The view that foreign language study contributes significantly to literacy in the native language is discussed from the perspectives of a foreign language teacher who also teaches English composition. It is suggested that there is a need for research and publications on the benefits of second language study on native language growth and on cognitive growth in general. Benefits traditionally claimed for foreign language study include the enhancement of vocabulary in the mother tongue, learning grammar (i.e., linguistic features and principles and literacy), syntactic fluency, and the ability to pronounce foreign words and proper names. It is suggested that when foreign language students practice shifts and transformations of tense and voice, the same operations are being made silently in the mother tongue. Moreover, many freshman English students have a defective tense system and difficulty in the use of the perfect tenses. It is noted that sentence-combining exercises are valuable, and that translation into English is an excellent writing exercise.

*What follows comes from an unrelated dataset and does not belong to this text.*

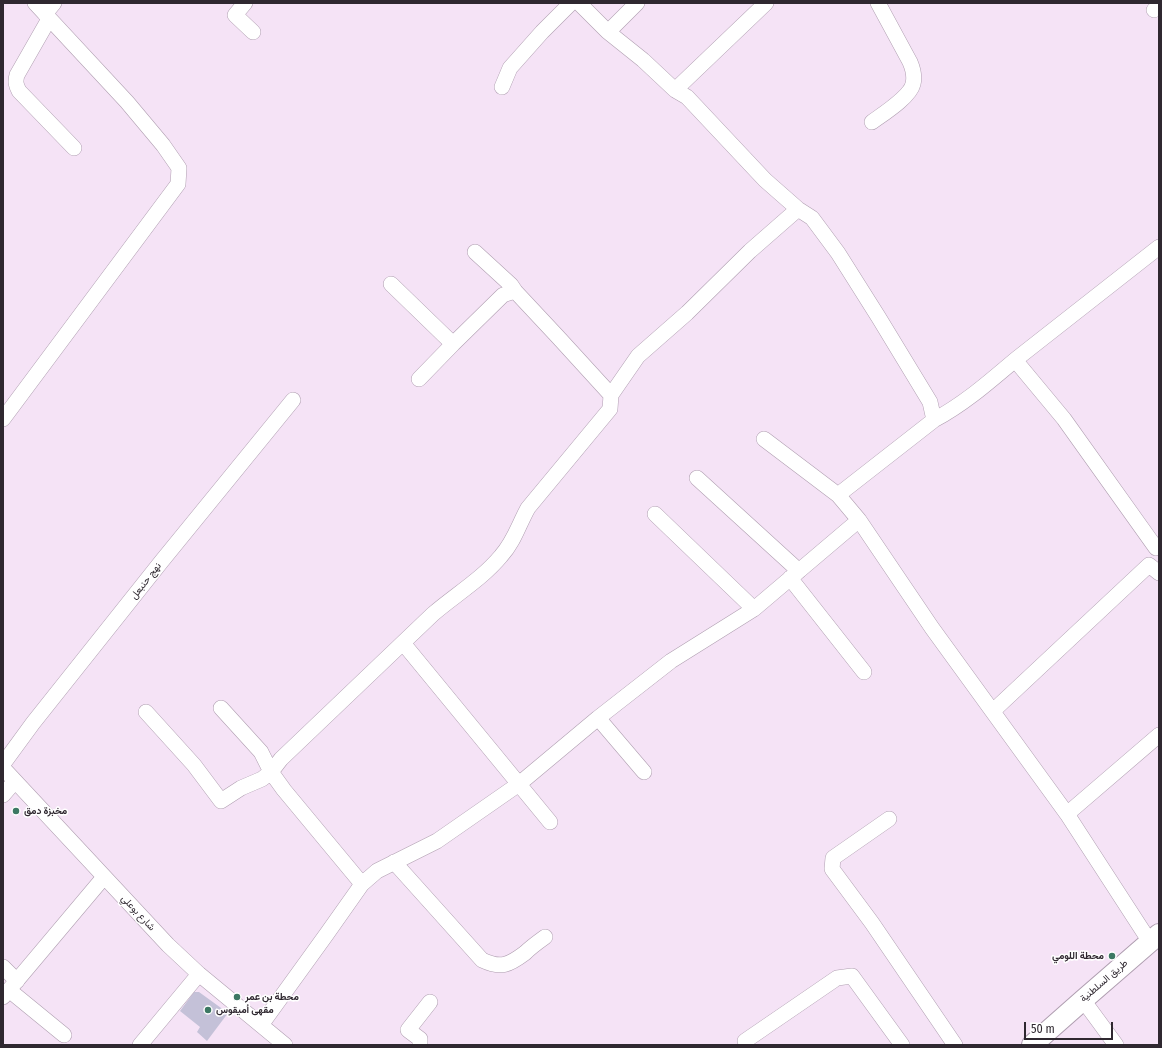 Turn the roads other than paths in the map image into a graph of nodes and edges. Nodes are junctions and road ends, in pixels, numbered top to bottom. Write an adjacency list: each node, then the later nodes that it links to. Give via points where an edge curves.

It is recommended that students be made aware of the contribution of foreign language study to their linguistic knowledge and first-language skills and that foreign language teachers should assess and improve students' first-language proficiencies. In addition, it is suggested that foreign language teachers should communicate more with linguistics and English composition teachers. (SW)
Publication Type: Speeches/Meeting Papers; Opinion Papers
Education Level: N/A
Authoring Institution: N/A
Note: Paper presented at the Central States Conference on the Teaching of Foreign Languages (St. Louis, MO, March 25, 1983).